The problem is a data structure reflex test. A senior engineer who has internalized hash-based lookups will reach for a set before finishing reading the problem. An interviewer watching that happen in real time knows they are looking at someone with strong fundamentals.

It is also a launchpad. In a 45-minute interview, a good interviewer will spend only 5-7 minutes on LC 217 and then pivot into LC 219 (duplicate within k distance) or LC 220 (duplicate within value range t). Your ability to extend your LC 217 solution becomes the real interview.

The bottom line: never phone in this problem. Solve it cleanly, articulate the trade-offs clearly, and show that you are already thinking about what comes next.


Three Approaches — Built from Scratch

Approach 1: Brute Force — O(n²) Time, O(1) Space

The most natural first instinct: check every pair of elements.

For each element at index i:
    For each element at index j (where j > i):
        If nums[i] == nums[j]: return True
Return False

Why it works: We exhaustively compare every possible pair. If any two match, we found a duplicate.

Why it fails at scale: For an array of 100,000 elements, this is ~5 billion comparisons. Completely unusable in practice, and an interviewer will expect you to name this limitation immediately.

The one subtle bug beginners make: Starting the inner loop at j = i instead of j = i + 1. That compares an element with itself and produces a false positive for any non-empty array. The inner loop must start at i + 1.

When to mention it: Bring it up yourself as your baseline — "The naive approach is O(n²) with nested loops, O(1) space. I can do better." This shows you can identify suboptimal paths without needing to be told.


Approach 2: Sort First — O(n log n) Time, O(1) Space

A smarter observation: if any duplicate exists, sorting will place it adjacent to its twin.

Sort nums in place
For i from 1 to len(nums)-1:
    If nums[i] == nums[i-1]: return True
Return False

Why it works: After sorting, all equal elements cluster together. A single linear pass through adjacent pairs is sufficient to detect any duplicate.

Time complexity: O(n log n) dominated by the sort. The subsequent scan is O(n) and doesn't change the overall complexity.

Space complexity: O(1) if sorted in place (Python's sort(), JavaScript's sort() sort in place). However, some sorting algorithms require O(log n) stack space for recursion — worth mentioning in a discussion.

The critical flaw: it mutates the input.

This is what interviewers want you to notice without being prompted. If nums is passed by reference and the caller depends on the original order — say it is a financial ledger where order corresponds to timestamps — you have silently corrupted the input. In production code, that is a bug that may not surface until much later.

If you want to preserve the original and still use sorting, you must copy the array first: sorted_nums = sorted(nums) in Python or [...nums].sort() in JavaScript. That copy costs O(n) space, which eliminates the space advantage of sorting.

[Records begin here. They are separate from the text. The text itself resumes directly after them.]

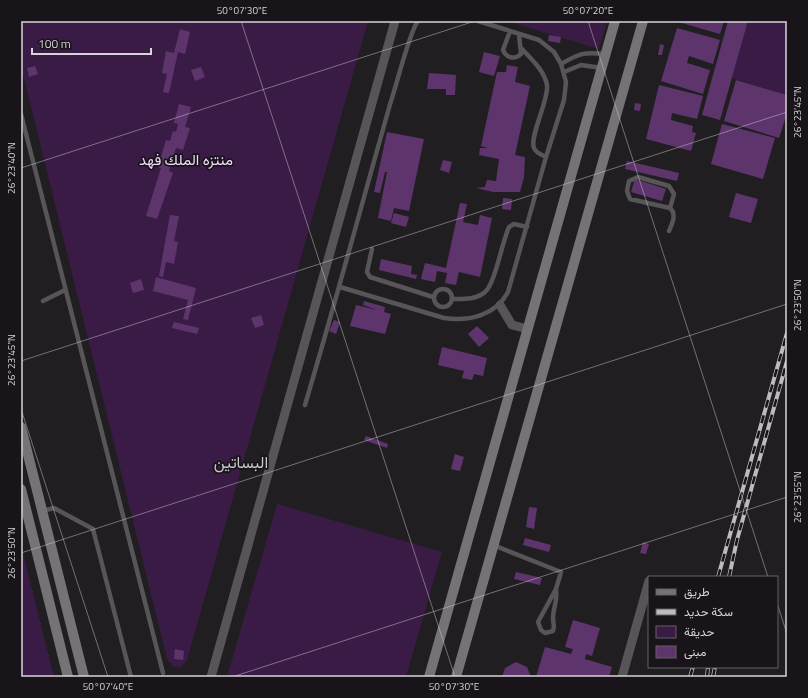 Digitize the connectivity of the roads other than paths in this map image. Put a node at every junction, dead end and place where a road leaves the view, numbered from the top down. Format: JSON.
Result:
{"nodes":[{"id":1,"x":395,"y":21,"type":"edge"},
{"id":2,"x":418,"y":21,"type":"edge"},
{"id":3,"x":478,"y":21,"type":"edge"},
{"id":4,"x":615,"y":21,"type":"edge"},
{"id":5,"x":643,"y":21,"type":"edge"},
{"id":6,"x":510,"y":32,"type":"junction"},
{"id":7,"x":519,"y":34,"type":"junction"},
{"id":8,"x":522,"y":50,"type":"junction"},
{"id":9,"x":606,"y":54,"type":"junction"},
{"id":10,"x":561,"y":64,"type":"junction"},
{"id":11,"x":602,"y":68,"type":"junction"},
{"id":12,"x":564,"y":72,"type":"junction"},
{"id":13,"x":21,"y":114,"type":"edge"},
{"id":14,"x":546,"y":157,"type":"junction"},
{"id":15,"x":670,"y":208,"type":"junction"},
{"id":16,"x":527,"y":227,"type":"junction"},
{"id":17,"x":670,"y":231,"type":"dead end"},
{"id":18,"x":372,"y":249,"type":"dead end"},
{"id":19,"x":340,"y":287,"type":"junction"},
{"id":20,"x":65,"y":290,"type":"junction"},
{"id":21,"x":433,"y":297,"type":"junction"},
{"id":22,"x":452,"y":299,"type":"junction"},
{"id":23,"x":43,"y":301,"type":"dead end"},
{"id":24,"x":500,"y":305,"type":"junction"},
{"id":25,"x":528,"y":329,"type":"junction"},
{"id":26,"x":305,"y":405,"type":"dead end"},
{"id":27,"x":21,"y":427,"type":"edge"},
{"id":28,"x":21,"y":489,"type":"edge"},
{"id":29,"x":42,"y":511,"type":"junction"},
{"id":30,"x":28,"y":515,"type":"junction"},
{"id":31,"x":493,"y":545,"type":"junction"},
{"id":32,"x":648,"y":585,"type":"edge"},
{"id":33,"x":556,"y":589,"type":"junction"},
{"id":34,"x":163,"y":673,"type":"dead end"},
{"id":35,"x":68,"y":677,"type":"edge"},
{"id":36,"x":84,"y":677,"type":"edge"},
{"id":37,"x":131,"y":677,"type":"edge"},
{"id":38,"x":211,"y":677,"type":"edge"},
{"id":39,"x":429,"y":677,"type":"edge"},
{"id":40,"x":456,"y":677,"type":"edge"},
{"id":41,"x":622,"y":677,"type":"edge"}],
"edges":[{"from":1,"to":38,"type":"street"},
{"from":2,"to":19,"type":"lane"},
{"from":3,"to":6,"type":"lane"},
{"from":4,"to":9,"type":"street"},
{"from":5,"to":31,"type":"street"},
{"from":6,"to":7,"type":"lane"},
{"from":6,"to":8,"type":"lane"},
{"from":7,"to":8,"type":"lane"},
{"from":7,"to":10,"type":"lane"},
{"from":8,"to":14,"type":"lane"},
{"from":9,"to":10,"type":"lane"},
{"from":9,"to":11,"type":"street"},
{"from":10,"to":12,"type":"lane"},
{"from":11,"to":12,"type":"lane"},
{"from":11,"to":25,"type":"street"},
{"from":12,"to":14,"type":"lane"},
{"from":13,"to":20,"type":"lane"},
{"from":14,"to":16,"type":"lane"},
{"from":15,"to":15,"type":"lane"},
{"from":15,"to":17,"type":"lane"},
{"from":16,"to":22,"type":"lane"},
{"from":16,"to":24,"type":"lane"},
{"from":18,"to":21,"type":"lane"},
{"from":19,"to":24,"type":"lane"},
{"from":19,"to":26,"type":"lane"},
{"from":20,"to":23,"type":"lane"},
{"from":20,"to":34,"type":"lane"},
{"from":21,"to":22,"type":"lane"},
{"from":21,"to":22,"type":"lane"},
{"from":24,"to":25,"type":"street"},
{"from":25,"to":39,"type":"street"},
{"from":27,"to":29,"type":"street"},
{"from":28,"to":30,"type":"street"},
{"from":29,"to":30,"type":"street"},
{"from":29,"to":36,"type":"street"},
{"from":29,"to":37,"type":"lane"},
{"from":30,"to":35,"type":"street"},
{"from":31,"to":33,"type":"lane"},
{"from":31,"to":40,"type":"street"},
{"from":32,"to":41,"type":"street"},
{"from":33,"to":33,"type":"lane"}]}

This nuance is what separates candidates who have thought carefully about real-world implications from those who just pattern-match to a solution.

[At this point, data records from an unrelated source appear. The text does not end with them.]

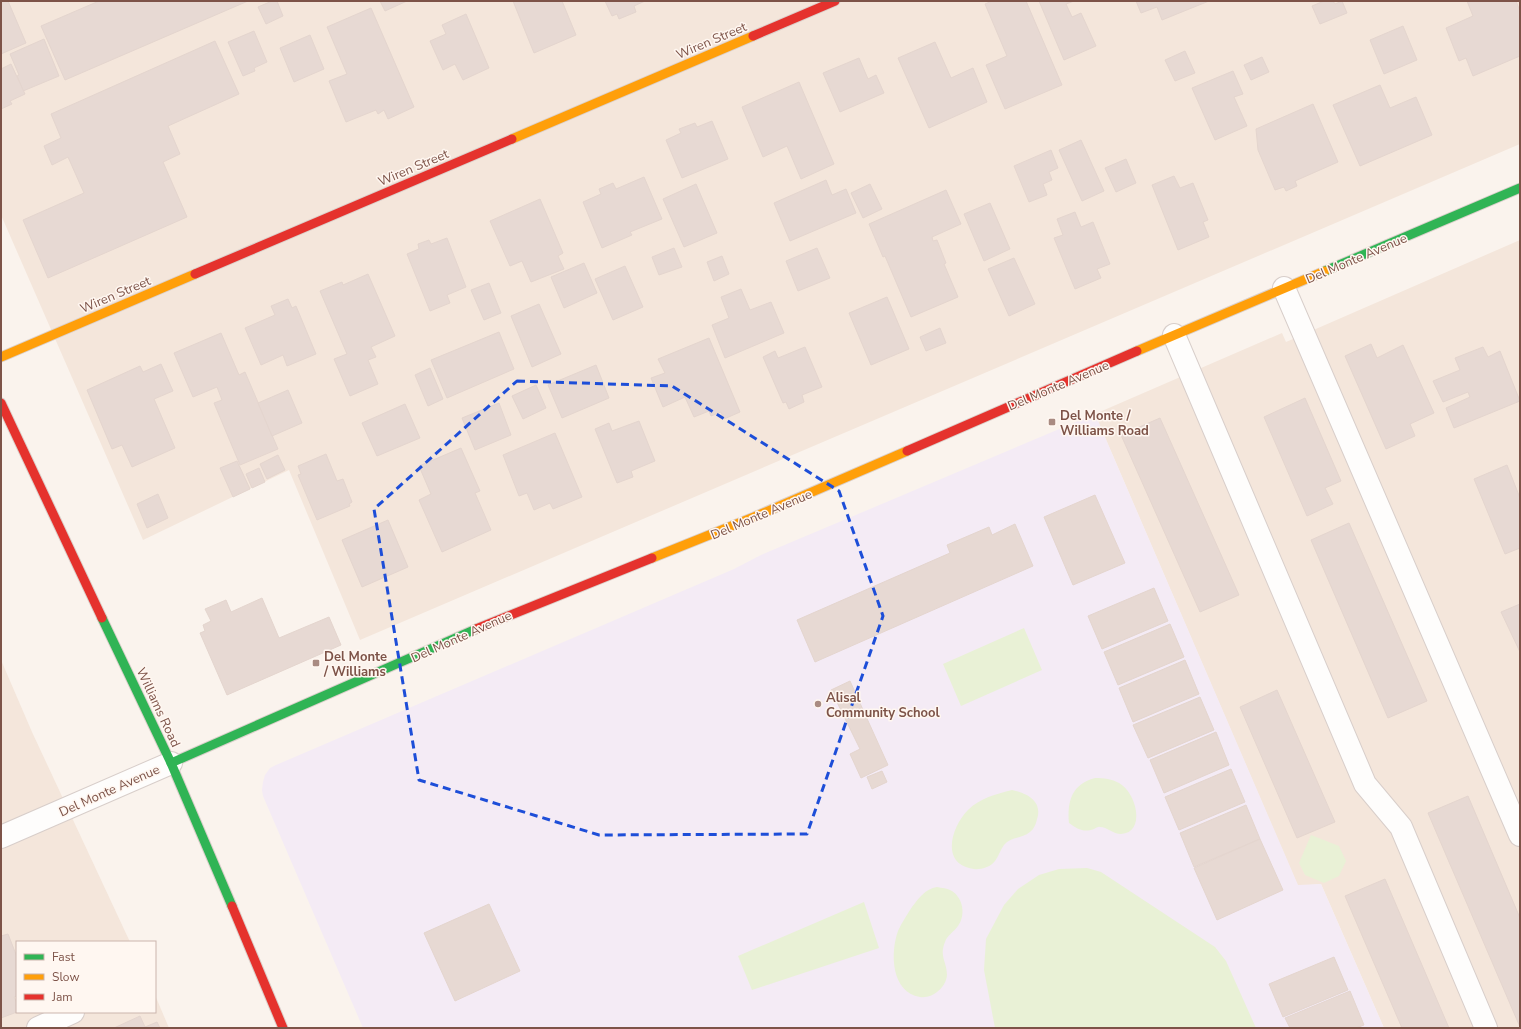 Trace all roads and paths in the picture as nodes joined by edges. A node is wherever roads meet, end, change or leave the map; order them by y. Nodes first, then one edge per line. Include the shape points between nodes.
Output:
1 (835, 1) edge
2 (1520, 188) edge
3 (1284, 288) junction
4 (1174, 335) junction
5 (1, 357) edge
6 (1, 403) edge
7 (171, 763) junction
8 (1520, 835) edge
9 (1, 837) edge
10 (71, 1013) edge
11 (38, 1028) edge
12 (283, 1028) edge
13 (1486, 1028) edge

1 - 5 street, Wiren Street
2 - 3 street, Del Monte Avenue
3 - 4 street, Del Monte Avenue
3 - 8 street
4 - 7 street, Del Monte Avenue via 754,517 490,622
4 - 13 street via 1365,784 1401,827
6 - 7 street, Williams Road
7 - 9 street, Del Monte Avenue
7 - 12 street, Williams Road
10 - 11 street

Approach 3: HashSet — O(n) Time, O(n) Space

This is the optimal approach and the one every interviewer expects you to lead with (or arrive at quickly).

Core idea: Use a set as a memory of "numbers we have already seen." As we walk through the array, we check this memory before processing each new number. If the number is already in memory, we found a duplicate immediately and can stop.

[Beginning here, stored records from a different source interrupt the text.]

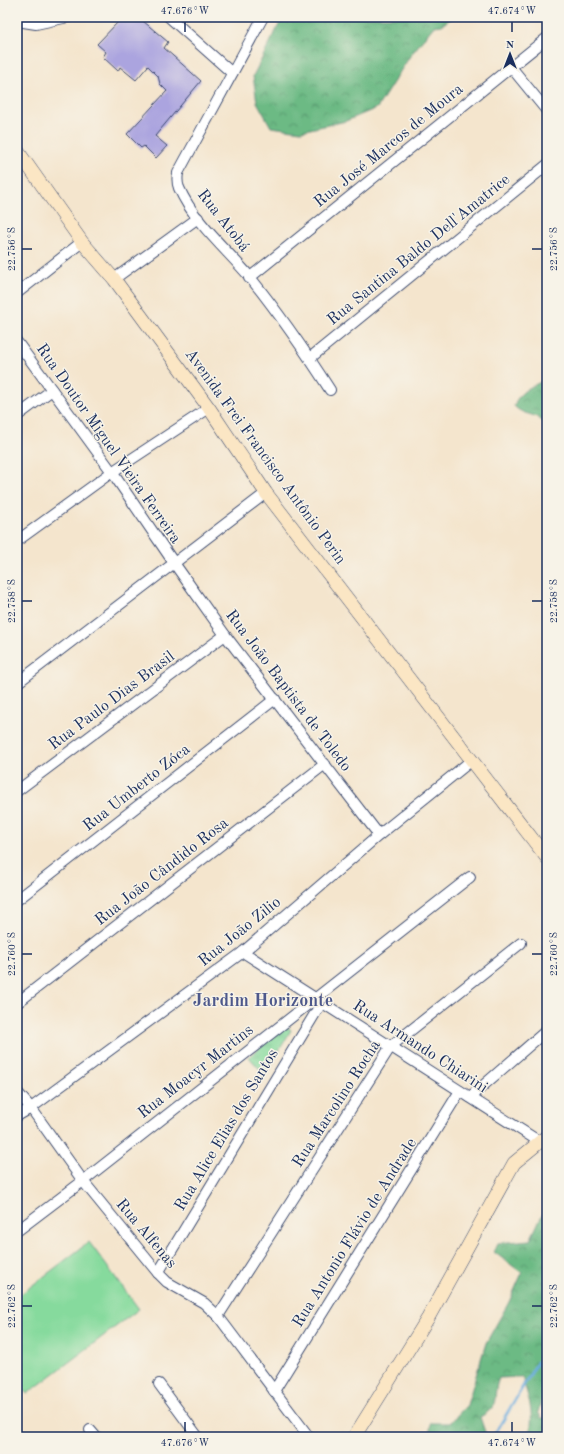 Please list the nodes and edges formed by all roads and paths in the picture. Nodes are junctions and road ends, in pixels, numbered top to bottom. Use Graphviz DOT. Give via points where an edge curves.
graph roads {
  1 [pos="68,17"];
  2 [pos="169,17"];
  3 [pos="263,17"];
  4 [pos="17,21"];
  5 [pos="547,38"];
  6 [pos="511,67"];
  7 [pos="232,73"];
  8 [pos="547,111"];
  9 [pos="17,150"];
  10 [pos="547,165"];
  11 [pos="198,218"];
  12 [pos="82,242"];
  13 [pos="250,278"];
  14 [pos="114,279"];
  15 [pos="17,293"];
  16 [pos="17,342"];
  17 [pos="310,358"];
  18 [pos="52,390"];
  19 [pos="330,390"];
  20 [pos="209,408"];
  21 [pos="17,416"];
  22 [pos="112,472"];
  23 [pos="266,493"];
  24 [pos="17,541"];
  25 [pos="174,563"];
  26 [pos="225,635"];
  27 [pos="17,682"];
  28 [pos="275,699"];
  29 [pos="472,760"];
  30 [pos="325,764"];
  31 [pos="17,791"];
  32 [pos="379,835"];
  33 [pos="547,858"];
  34 [pos="470,877"];
  35 [pos="17,900"];
  36 [pos="521,943"];
  37 [pos="243,952"];
  38 [pos="319,1000"];
  39 [pos="17,1004"];
  40 [pos="547,1030"];
  41 [pos="391,1046"];
  42 [pos="460,1091"];
  43 [pos="17,1092"];
  44 [pos="470,1097"];
  45 [pos="31,1108"];
  46 [pos="17,1116"];
  47 [pos="544,1139"];
  48 [pos="83,1181"];
  49 [pos="17,1231"];
  50 [pos="158,1273"];
  51 [pos="218,1316"];
  52 [pos="159,1384"];
  53 [pos="274,1391"];
  54 [pos="198,1437"];
  55 [pos="309,1437"];
  56 [pos="354,1437"];
  1 -- 4 [label="street" via="36,24"];
  2 -- 7 [label="street"];
  3 -- 7 [label="street, Rua Atobá"];
  5 -- 6 [label="street, Rua José Marcos de Moura"];
  6 -- 8 [label="street"];
  6 -- 13 [label="street, Rua José Marcos de Moura"];
  7 -- 11 [label="street, Rua Atobá" via="178,173 179,188"];
  9 -- 12 [label="street, Avenida Frei Francisco Antônio Perin"];
  10 -- 17 [label="street, Rua Santina Baldo Dell'Amatrice"];
  11 -- 13 [label="street, Rua Atobá"];
  11 -- 14 [label="street"];
  12 -- 14 [label="street, Avenida Frei Francisco Antônio Perin"];
  12 -- 15 [label="street"];
  13 -- 17 [label="street, Rua Atobá"];
  14 -- 20 [label="street, Avenida Frei Francisco Antônio Perin"];
  16 -- 18 [label="street, Rua Doutor Miguel Vieira Ferreira"];
  17 -- 19 [label="street, Rua Atobá"];
  18 -- 21 [label="street"];
  18 -- 22 [label="street, Rua Doutor Miguel Vieira Ferreira"];
  20 -- 22 [label="street"];
  20 -- 23 [label="street, Avenida Frei Francisco Antônio Perin"];
  22 -- 24 [label="street"];
  22 -- 25 [label="street, Rua Doutor Miguel Vieira Ferreira"];
  23 -- 25 [label="street"];
  23 -- 29 [label="street, Avenida Frei Francisco Antônio Perin"];
  25 -- 26 [label="street, Rua João Baptista de Toledo"];
  25 -- 27 [label="street"];
  26 -- 28 [label="street, Rua João Baptista de Toledo"];
  26 -- 31 [label="street, Rua Paulo Dias Brasil"];
  28 -- 30 [label="street, Rua João Baptista de Toledo"];
  28 -- 35 [label="street, Rua Umberto Zóca"];
  29 -- 32 [label="street, Rua João Zilio"];
  29 -- 33 [label="street, Avenida Frei Francisco Antônio Perin"];
  30 -- 32 [label="street, Rua João Baptista de Toledo"];
  30 -- 39 [label="street, Rua João Cândido Rosa"];
  32 -- 37 [label="street, Rua João Zilio"];
  34 -- 38 [label="street, Rua Moacyr Martins"];
  36 -- 41 [label="street, Rua Marcolino Rocha"];
  37 -- 38 [label="street, Rua Armando Chiarini"];
  37 -- 45 [label="street, Rua João Zilio"];
  38 -- 41 [label="street, Rua Armando Chiarini"];
  38 -- 48 [label="street, Rua Moacyr Martins"];
  38 -- 50 [label="street, Rua Alice Elias dos Santos"];
  40 -- 44 [label="street"];
  41 -- 42 [label="street, Rua Armando Chiarini"];
  41 -- 51 [label="street, Rua Marcolino Rocha"];
  42 -- 44 [label="street, Rua Armando Chiarini"];
  42 -- 53 [label="street, Rua Antonio Flávio de Andrade"];
  43 -- 45 [label="street, Rua Alfenas"];
  44 -- 47 [label="street, Rua Armando Chiarini"];
  45 -- 46 [label="street, Rua João Zilio"];
  45 -- 48 [label="street, Rua Alfenas"];
  47 -- 56 [label="street" via="514,1163 428,1318"];
  48 -- 49 [label="street, Rua Moacyr Martins"];
  48 -- 50 [label="street, Rua Alfenas"];
  50 -- 51 [label="street, Rua Alfenas" via="167,1282 204,1303"];
  51 -- 53 [label="street, Rua Alfenas"];
  52 -- 54 [label="street"];
  53 -- 55 [label="street, Rua Alfenas"];
}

Initialize an empty set: seen = {}
For each number in nums:
    If number is already in seen: return True
    Add number to seen
Return False

Why a set and not an array or dictionary?

Because sets are backed by a hash table. Lookup (num in seen) and insertion (seen.add(num)) are both O(1) average case — constant time regardless of how many elements are already stored. A plain array would require O(n) lookup, giving us the same O(n²) total as brute force.

Time complexity: O(n) — we visit each element at most once.

Space complexity: O(n) — in the worst case (all distinct elements), we store every number in the set before returning false.

The honest trade-off: We are buying time with space. We go from O(n log n) time + O(1) space (sorting) to O(n) time + O(n) space (HashSet). Which is better depends on your system's constraints — and articulating this is what the interviewer wants to hear.


The Trade-off Discussion — What Interviewers Actually Want You to Say

When you present both the sorting and HashSet approaches, pause and say something like:

"These are fundamentally different trade-offs. HashSet is faster — O(n) vs O(n log n) — but it costs O(n) extra space. Sorting is more memory-efficient but modifies the array and is slightly slower. In a memory-constrained environment like an embedded system or when processing very large datasets, I would lean toward sorting. In most backend services where memory is cheap and latency matters, HashSet is the right call."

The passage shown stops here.